(Data items)
Start of Block

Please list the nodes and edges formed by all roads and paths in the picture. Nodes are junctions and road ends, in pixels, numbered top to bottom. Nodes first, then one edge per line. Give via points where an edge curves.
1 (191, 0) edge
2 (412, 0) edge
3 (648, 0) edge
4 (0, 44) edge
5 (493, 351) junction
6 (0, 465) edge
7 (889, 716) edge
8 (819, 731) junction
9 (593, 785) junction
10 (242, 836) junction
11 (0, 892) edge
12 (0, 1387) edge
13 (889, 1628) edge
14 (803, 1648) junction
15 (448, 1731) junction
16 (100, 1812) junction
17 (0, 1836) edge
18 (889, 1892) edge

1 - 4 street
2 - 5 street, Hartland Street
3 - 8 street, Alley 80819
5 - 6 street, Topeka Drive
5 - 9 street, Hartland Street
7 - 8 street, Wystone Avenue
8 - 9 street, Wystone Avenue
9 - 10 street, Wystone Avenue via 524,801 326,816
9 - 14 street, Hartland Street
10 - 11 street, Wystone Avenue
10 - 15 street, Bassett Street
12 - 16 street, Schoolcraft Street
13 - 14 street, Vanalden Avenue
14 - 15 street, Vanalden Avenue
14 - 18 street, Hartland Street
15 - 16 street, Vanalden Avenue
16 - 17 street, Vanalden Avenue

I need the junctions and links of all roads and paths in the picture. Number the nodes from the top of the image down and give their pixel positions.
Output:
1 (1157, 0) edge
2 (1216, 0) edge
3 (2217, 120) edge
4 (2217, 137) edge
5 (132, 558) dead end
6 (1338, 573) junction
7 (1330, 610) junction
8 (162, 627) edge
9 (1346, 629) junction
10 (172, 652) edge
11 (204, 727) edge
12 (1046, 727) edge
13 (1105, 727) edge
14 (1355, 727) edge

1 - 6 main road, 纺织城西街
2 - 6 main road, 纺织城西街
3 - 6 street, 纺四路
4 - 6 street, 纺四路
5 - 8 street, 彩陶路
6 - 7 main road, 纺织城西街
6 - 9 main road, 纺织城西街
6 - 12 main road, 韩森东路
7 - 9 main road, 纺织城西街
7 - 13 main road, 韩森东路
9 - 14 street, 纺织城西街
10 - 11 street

End of Block

(Task prompt):
Output the records in full. Match them exactly.

(Task solution):
Please list the nodes and edges formed by all roads and paths in the picture. Nodes are junctions and road ends, in pixels, numbered top to bottom. Nodes first, then one edge per line. Give via points where an edge curves.
1 (191, 0) edge
2 (412, 0) edge
3 (648, 0) edge
4 (0, 44) edge
5 (493, 351) junction
6 (0, 465) edge
7 (889, 716) edge
8 (819, 731) junction
9 (593, 785) junction
10 (242, 836) junction
11 (0, 892) edge
12 (0, 1387) edge
13 (889, 1628) edge
14 (803, 1648) junction
15 (448, 1731) junction
16 (100, 1812) junction
17 (0, 1836) edge
18 (889, 1892) edge

1 - 4 street
2 - 5 street, Hartland Street
3 - 8 street, Alley 80819
5 - 6 street, Topeka Drive
5 - 9 street, Hartland Street
7 - 8 street, Wystone Avenue
8 - 9 street, Wystone Avenue
9 - 10 street, Wystone Avenue via 524,801 326,816
9 - 14 street, Hartland Street
10 - 11 street, Wystone Avenue
10 - 15 street, Bassett Street
12 - 16 street, Schoolcraft Street
13 - 14 street, Vanalden Avenue
14 - 15 street, Vanalden Avenue
14 - 18 street, Hartland Street
15 - 16 street, Vanalden Avenue
16 - 17 street, Vanalden Avenue

I need the junctions and links of all roads and paths in the picture. Number the nodes from the top of the image down and give their pixel positions.
Output:
1 (1157, 0) edge
2 (1216, 0) edge
3 (2217, 120) edge
4 (2217, 137) edge
5 (132, 558) dead end
6 (1338, 573) junction
7 (1330, 610) junction
8 (162, 627) edge
9 (1346, 629) junction
10 (172, 652) edge
11 (204, 727) edge
12 (1046, 727) edge
13 (1105, 727) edge
14 (1355, 727) edge

1 - 6 main road, 纺织城西街
2 - 6 main road, 纺织城西街
3 - 6 street, 纺四路
4 - 6 street, 纺四路
5 - 8 street, 彩陶路
6 - 7 main road, 纺织城西街
6 - 9 main road, 纺织城西街
6 - 12 main road, 韩森东路
7 - 9 main road, 纺织城西街
7 - 13 main road, 韩森东路
9 - 14 street, 纺织城西街
10 - 11 street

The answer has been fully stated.